Pas tout à fait. Une feuille de route mondiale pour l’abandon des combustibles fossiles était l’un des sujets les plus brûlants de la Cop30, et bien qu’il n’y ait pas eu de décision formelle de commencer à travailler sur un tel cadre, le pays hôte, le Brésil, a accepté d’entamer le processus visant à aider les pays à développer un tel cadre. La Conférence colombienne soutiendra ces efforts, mais ne compte pas sur eux.

Les pays créeront leurs propres feuilles de route nationales et un groupe de scientifiques de renom – des « universitaires rock stars », selon Vélez – rédigeront un rapport pour les aider.

La conférence en Colombie est l’un des nombreux efforts mondiaux qui se chevauchent pour faire de la transition vers l’abandon des combustibles fossiles une réalité. La tâche des hôtes colombiens et néerlandais sera de veiller à ce que ces efforts fonctionnent de manière harmonieuse et non contradictoire.

Irène Vélez : « Nous n’aurons ni boycotteurs ni négationnistes du climat. » Photo : Mauricio Dueñas Castañeda/EPA

Le monde est-il sur le point d’abandonner progressivement les combustibles fossiles ?
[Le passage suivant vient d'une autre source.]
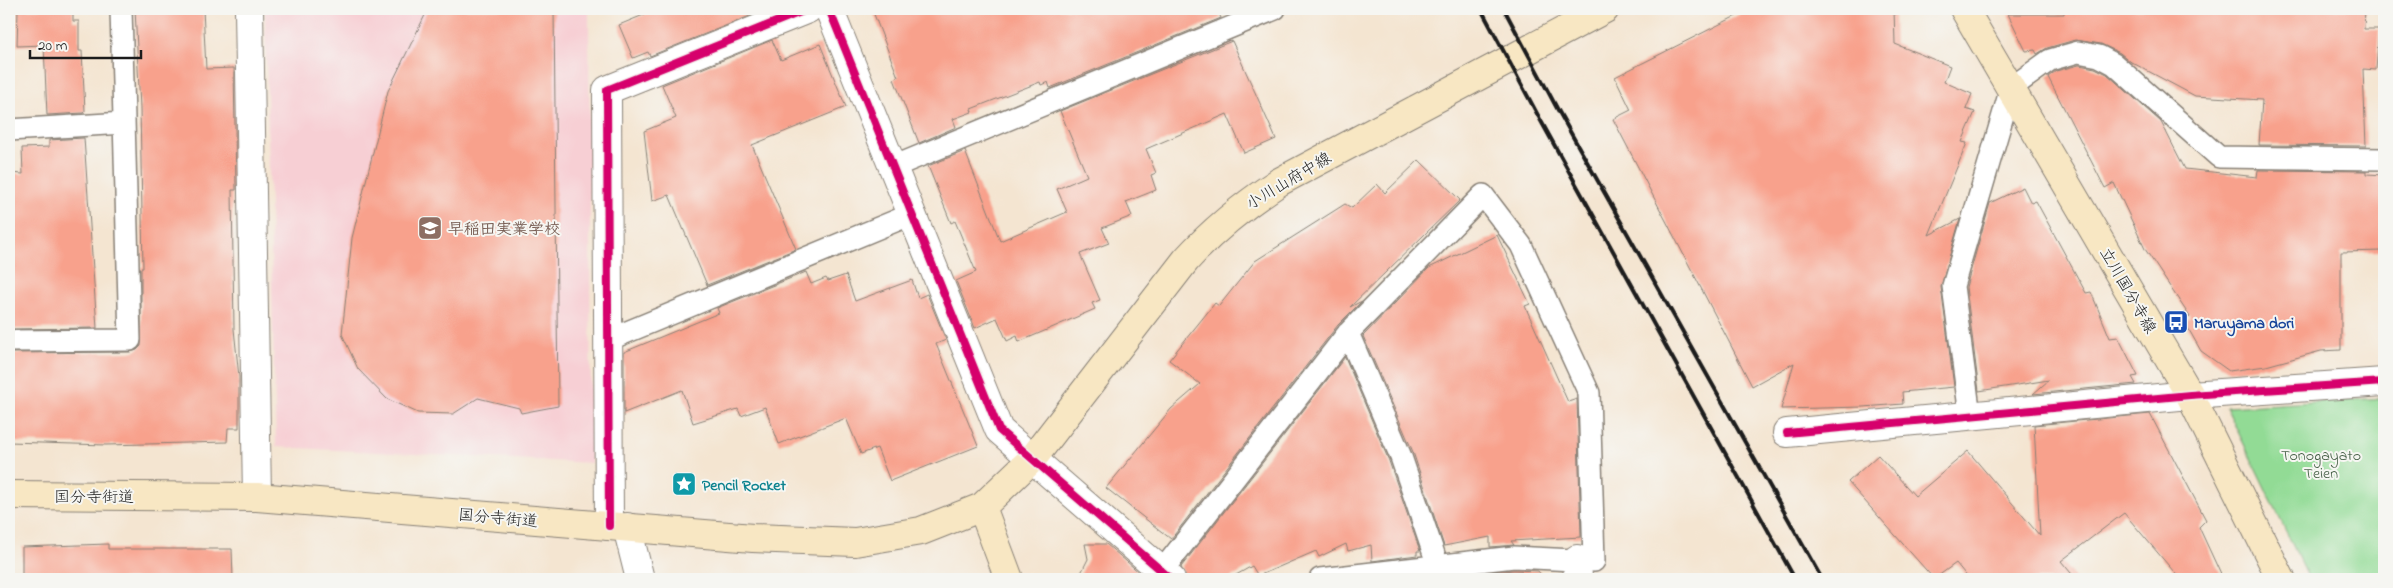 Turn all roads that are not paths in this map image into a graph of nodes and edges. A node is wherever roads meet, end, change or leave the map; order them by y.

Les énergies renouvelables sont en hausse à mesure que le coût des composants des énergies solaire et éolienne a chuté et que les craintes concernant la sécurité nationale surgissent en raison de la guerre en Iran et de la crise pétrolière. Selon le groupe de réflexion Ember, la production d’énergie solaire a augmenté d’environ un tiers dans le monde l’année dernière, tandis que la production de combustibles fossiles a stagné. Cette année, les véhicules électriques et les panneaux solaires ont suscité un grand intérêt dans de nombreux pays.

Natalie Jones, conseillère politique principale à l'Institut international du développement durable, a déclaré : « Les gouvernements se trouvent désormais à la croisée des chemins lorsqu'il s'agit de répondre à la crise énergétique actuelle : ils peuvent soit accroître leur dépendance aux combustibles fossiles et accroître leur vulnérabilité aux futurs chocs de prix, soit ils peuvent réellement s'en sortir en accélérant leur transition vers l'efficacité énergétique renouvelable et l'électrification. »

La véritable question est de savoir si la transition pourra se produire suffisamment rapidement pour éviter les pires conséquences de la crise climatique. Les scientifiques craignent que le monde ait déjà franchi un point de bascule si la hausse des températures provoque des changements à long terme qui deviennent rapidement irréversibles, comme l'effondrement possible du système critique des courants de l'Atlantique, la circulation méridionale de renversement de l'Atlantique, qui amène un temps chaud en Europe. Plus il faudra de temps pour éliminer progressivement les combustibles fossiles, plus le danger sera grand.